◆ **What is needed**:
The records follow. Filter them to the lines that hold "wherever".
Supplied information below:
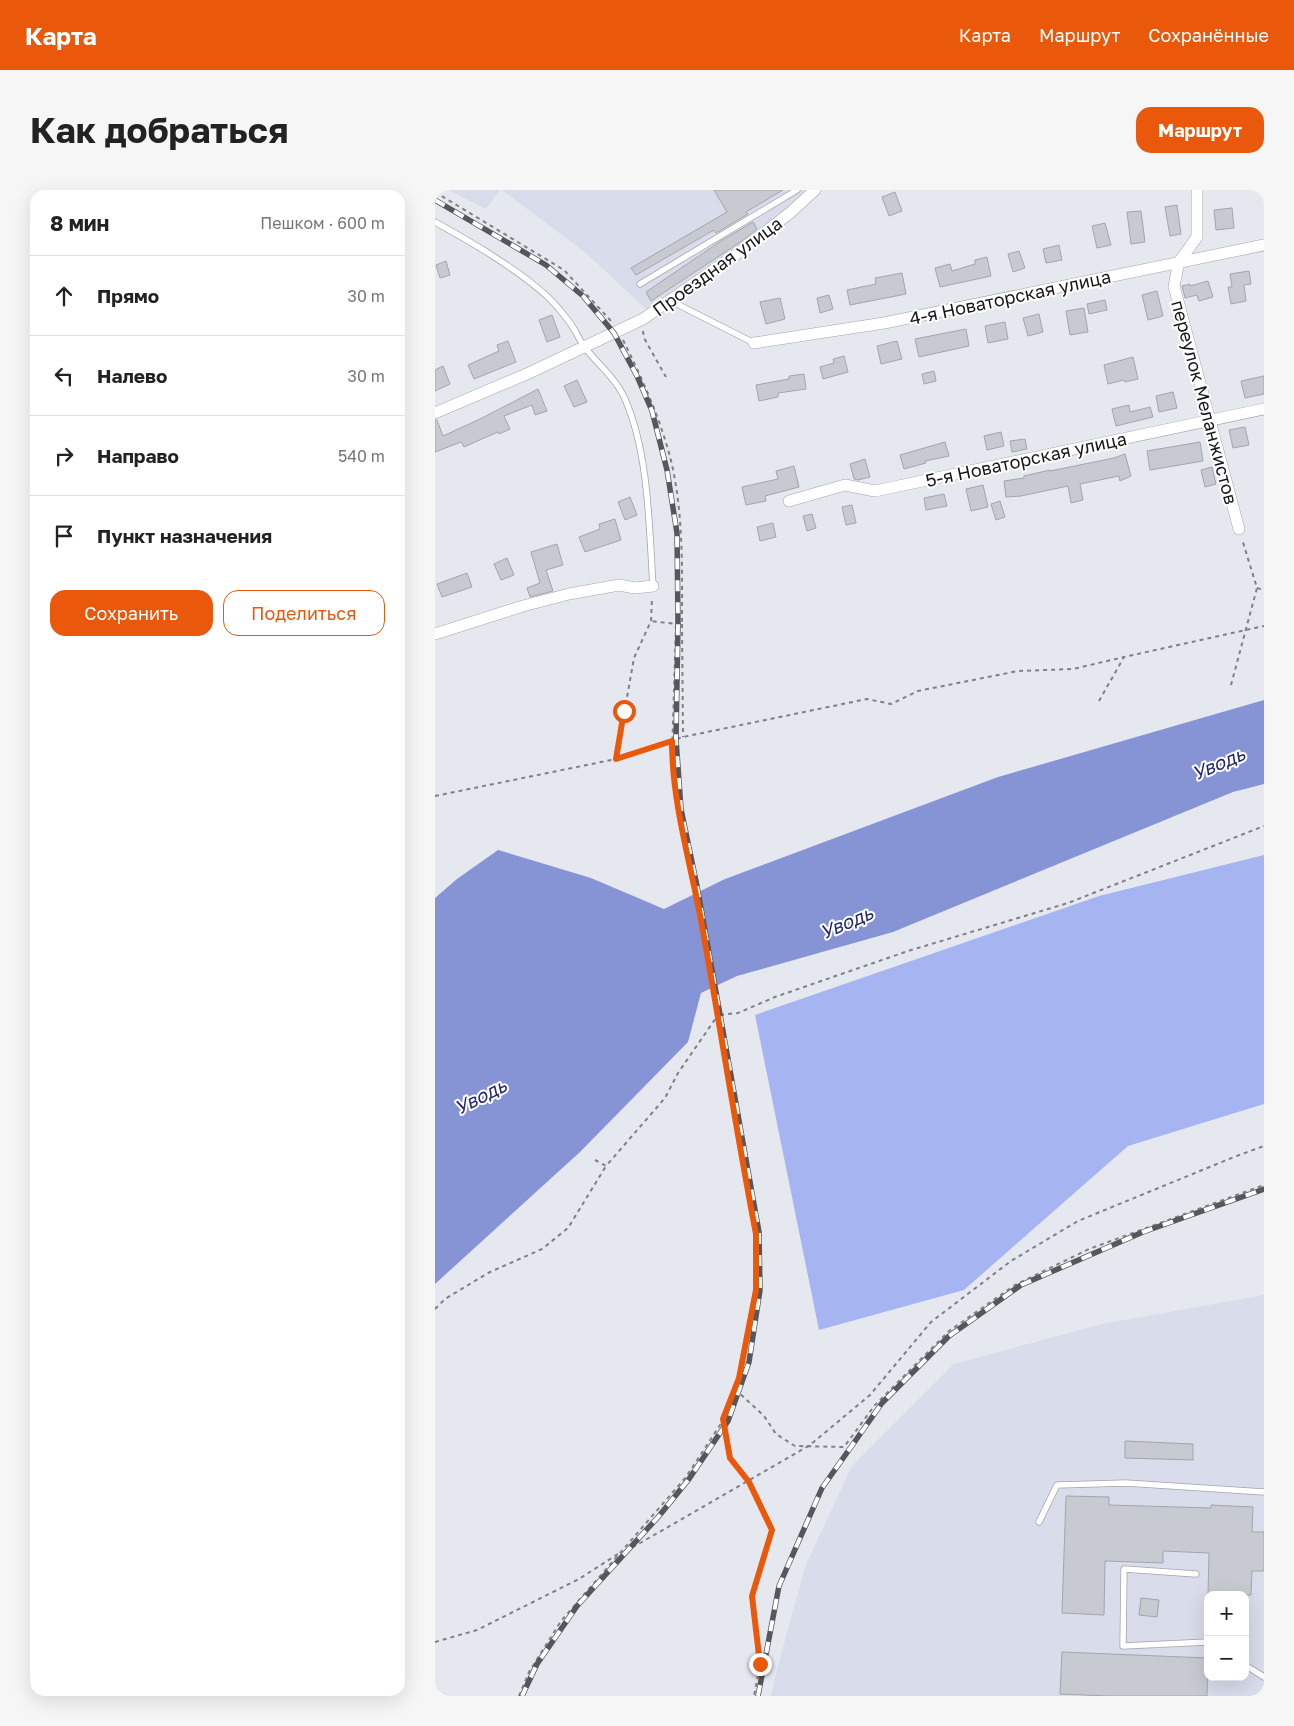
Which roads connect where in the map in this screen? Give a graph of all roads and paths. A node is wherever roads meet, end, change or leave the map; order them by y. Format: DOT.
End of Supplied information.
Supplied information below:
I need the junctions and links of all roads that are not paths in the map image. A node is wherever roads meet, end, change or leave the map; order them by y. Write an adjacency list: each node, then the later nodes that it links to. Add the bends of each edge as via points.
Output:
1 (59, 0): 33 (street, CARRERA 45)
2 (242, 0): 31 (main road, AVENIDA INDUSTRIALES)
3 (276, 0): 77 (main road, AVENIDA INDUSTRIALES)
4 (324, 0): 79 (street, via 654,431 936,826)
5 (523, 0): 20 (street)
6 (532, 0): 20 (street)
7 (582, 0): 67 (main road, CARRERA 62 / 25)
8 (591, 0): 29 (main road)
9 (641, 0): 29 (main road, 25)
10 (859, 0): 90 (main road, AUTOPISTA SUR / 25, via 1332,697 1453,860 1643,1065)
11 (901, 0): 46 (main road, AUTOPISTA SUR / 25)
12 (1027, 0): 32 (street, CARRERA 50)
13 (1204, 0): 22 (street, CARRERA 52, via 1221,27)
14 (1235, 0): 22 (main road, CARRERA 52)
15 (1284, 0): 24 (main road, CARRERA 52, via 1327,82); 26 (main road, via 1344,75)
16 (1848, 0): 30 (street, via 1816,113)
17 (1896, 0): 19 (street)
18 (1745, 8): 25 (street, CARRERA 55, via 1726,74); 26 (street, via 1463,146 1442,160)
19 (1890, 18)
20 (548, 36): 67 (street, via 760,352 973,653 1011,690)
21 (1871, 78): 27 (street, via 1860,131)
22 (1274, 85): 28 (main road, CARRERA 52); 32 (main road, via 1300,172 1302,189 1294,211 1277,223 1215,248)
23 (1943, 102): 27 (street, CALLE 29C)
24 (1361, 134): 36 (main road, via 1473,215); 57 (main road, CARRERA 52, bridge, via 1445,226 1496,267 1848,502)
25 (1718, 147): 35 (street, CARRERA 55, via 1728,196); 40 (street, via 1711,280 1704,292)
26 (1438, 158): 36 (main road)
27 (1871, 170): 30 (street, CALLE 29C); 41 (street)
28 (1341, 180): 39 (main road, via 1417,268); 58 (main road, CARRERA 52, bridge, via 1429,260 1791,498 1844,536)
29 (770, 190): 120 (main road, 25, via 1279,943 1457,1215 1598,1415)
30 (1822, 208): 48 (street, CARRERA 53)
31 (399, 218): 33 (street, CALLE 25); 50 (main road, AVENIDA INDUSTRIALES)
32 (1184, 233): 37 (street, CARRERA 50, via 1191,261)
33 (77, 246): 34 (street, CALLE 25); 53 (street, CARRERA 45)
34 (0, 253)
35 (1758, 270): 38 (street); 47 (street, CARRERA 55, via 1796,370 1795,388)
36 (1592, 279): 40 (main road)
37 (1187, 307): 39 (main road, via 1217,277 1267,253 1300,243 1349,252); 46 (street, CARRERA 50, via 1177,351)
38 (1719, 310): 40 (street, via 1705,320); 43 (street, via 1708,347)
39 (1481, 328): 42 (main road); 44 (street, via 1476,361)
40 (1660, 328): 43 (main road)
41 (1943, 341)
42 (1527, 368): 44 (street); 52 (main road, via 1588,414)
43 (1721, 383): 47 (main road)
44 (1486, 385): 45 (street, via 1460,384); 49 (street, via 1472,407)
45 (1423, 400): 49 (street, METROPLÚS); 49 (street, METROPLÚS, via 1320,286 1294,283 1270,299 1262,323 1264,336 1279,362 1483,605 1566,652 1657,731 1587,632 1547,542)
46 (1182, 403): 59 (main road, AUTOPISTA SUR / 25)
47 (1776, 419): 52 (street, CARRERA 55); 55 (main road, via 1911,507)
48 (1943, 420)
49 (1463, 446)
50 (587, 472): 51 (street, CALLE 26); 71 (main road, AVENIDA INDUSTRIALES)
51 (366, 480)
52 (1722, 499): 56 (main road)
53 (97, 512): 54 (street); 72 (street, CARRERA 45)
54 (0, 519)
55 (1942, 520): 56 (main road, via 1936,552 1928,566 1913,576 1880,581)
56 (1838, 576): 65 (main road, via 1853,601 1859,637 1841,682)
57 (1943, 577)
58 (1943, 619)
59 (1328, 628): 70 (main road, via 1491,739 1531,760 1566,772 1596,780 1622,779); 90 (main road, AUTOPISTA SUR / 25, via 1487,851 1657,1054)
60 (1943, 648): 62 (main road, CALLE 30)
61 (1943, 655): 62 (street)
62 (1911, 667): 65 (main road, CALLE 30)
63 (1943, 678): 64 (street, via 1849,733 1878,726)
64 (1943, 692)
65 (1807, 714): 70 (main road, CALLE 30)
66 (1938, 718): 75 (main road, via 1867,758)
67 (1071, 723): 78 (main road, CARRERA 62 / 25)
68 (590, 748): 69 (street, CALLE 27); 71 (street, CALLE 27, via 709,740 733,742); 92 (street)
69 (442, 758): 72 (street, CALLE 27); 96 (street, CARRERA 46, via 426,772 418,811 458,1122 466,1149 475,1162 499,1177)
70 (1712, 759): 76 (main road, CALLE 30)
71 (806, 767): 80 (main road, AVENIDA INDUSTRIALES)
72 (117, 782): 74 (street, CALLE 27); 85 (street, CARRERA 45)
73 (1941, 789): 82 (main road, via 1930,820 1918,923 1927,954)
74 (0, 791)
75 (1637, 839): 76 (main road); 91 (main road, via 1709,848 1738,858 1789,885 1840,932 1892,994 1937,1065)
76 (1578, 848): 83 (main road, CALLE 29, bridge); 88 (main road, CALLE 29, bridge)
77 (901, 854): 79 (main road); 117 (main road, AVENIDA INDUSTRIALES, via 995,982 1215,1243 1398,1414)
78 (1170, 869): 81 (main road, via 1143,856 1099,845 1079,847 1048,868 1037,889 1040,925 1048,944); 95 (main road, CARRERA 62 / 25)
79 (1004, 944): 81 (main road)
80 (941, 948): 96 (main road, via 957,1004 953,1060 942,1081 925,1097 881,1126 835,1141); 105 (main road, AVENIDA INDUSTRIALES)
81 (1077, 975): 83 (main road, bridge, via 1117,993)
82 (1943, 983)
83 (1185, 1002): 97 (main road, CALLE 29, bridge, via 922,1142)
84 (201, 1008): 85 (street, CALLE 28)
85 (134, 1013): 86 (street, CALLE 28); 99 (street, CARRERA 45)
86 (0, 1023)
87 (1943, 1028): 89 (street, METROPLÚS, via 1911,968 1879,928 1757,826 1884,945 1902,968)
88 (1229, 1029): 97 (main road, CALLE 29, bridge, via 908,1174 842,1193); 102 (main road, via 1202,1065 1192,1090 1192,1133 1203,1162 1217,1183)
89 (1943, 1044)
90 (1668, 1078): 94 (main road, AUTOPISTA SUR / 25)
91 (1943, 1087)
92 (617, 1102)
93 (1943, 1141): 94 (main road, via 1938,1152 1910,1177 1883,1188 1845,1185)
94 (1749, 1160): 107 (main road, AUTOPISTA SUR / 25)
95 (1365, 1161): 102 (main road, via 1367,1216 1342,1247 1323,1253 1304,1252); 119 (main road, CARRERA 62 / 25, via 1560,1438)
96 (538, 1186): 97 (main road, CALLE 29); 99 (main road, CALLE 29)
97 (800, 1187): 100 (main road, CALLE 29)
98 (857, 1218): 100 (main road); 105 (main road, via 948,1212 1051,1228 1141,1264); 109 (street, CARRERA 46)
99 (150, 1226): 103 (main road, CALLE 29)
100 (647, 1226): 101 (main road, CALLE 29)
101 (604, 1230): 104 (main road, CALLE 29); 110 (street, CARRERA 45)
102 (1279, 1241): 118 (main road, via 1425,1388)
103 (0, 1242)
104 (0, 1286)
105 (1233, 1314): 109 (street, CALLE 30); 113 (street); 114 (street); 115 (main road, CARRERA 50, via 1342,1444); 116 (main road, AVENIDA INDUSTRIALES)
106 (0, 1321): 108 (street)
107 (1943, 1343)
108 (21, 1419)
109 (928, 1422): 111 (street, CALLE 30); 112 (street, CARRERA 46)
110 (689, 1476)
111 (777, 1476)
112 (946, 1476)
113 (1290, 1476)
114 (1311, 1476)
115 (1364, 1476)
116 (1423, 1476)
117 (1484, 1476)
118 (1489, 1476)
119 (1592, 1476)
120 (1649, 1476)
End of Supplied information.
Supplied information below:
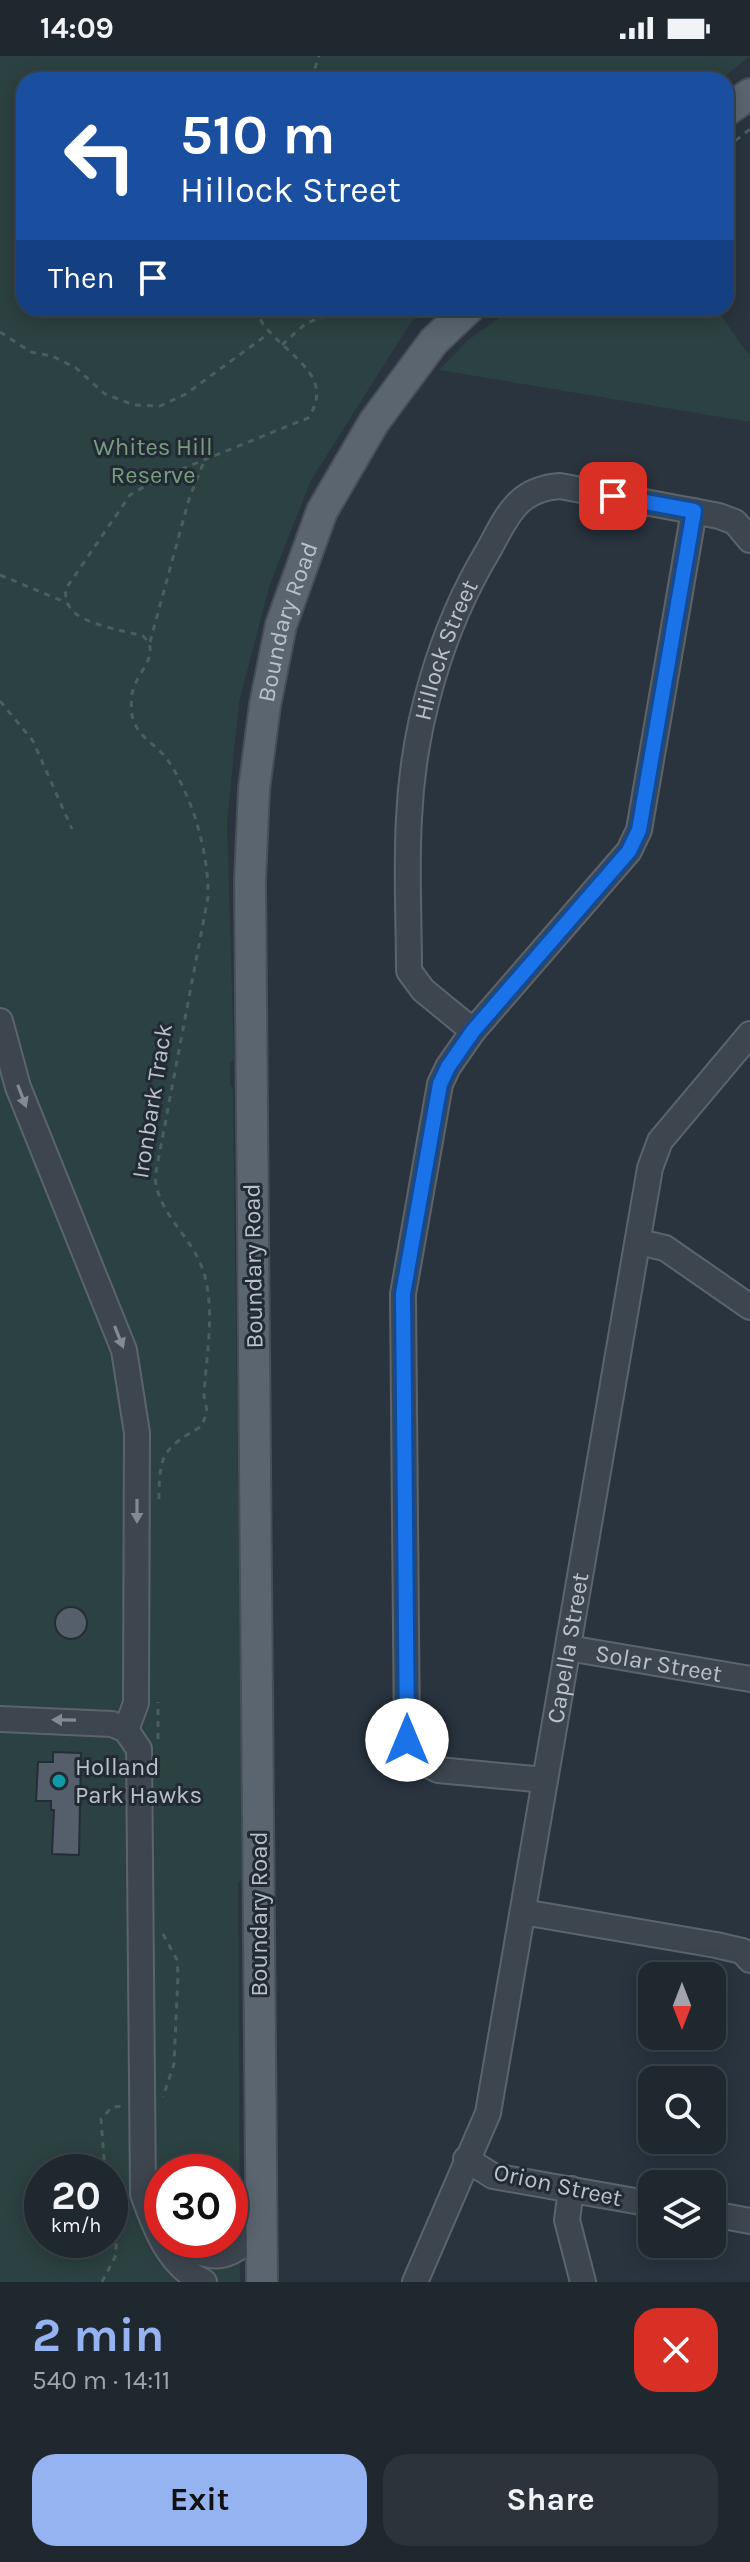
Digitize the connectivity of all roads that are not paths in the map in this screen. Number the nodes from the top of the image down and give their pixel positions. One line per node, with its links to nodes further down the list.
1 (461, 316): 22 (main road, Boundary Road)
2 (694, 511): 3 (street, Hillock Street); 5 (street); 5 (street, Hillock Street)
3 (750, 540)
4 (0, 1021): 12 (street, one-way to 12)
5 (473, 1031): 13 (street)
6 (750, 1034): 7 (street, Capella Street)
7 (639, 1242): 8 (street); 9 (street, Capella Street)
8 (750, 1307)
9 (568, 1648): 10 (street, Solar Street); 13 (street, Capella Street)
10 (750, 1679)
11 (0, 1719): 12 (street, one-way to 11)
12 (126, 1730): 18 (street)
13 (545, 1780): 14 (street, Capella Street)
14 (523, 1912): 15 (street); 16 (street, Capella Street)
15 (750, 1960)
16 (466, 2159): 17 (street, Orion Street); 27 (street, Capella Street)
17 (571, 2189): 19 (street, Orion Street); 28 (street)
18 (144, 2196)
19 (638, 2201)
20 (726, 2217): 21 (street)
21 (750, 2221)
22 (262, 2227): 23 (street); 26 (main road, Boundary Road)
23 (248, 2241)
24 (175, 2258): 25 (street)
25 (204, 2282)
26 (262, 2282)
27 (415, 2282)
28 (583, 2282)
End of Supplied information.
◆ **Task response**:
Which roads connect where in the map in this screen? Give a graph of all roads and paths. A node is wherever roads meet, end, change or leave the map; order them by y. Format: DOT.
I need the junctions and links of all roads that are not paths in the map image. A node is wherever roads meet, end, change or leave the map; order them by y. Write an adjacency list: each node, then the later nodes that it links to. Add the bends of each edge as via points.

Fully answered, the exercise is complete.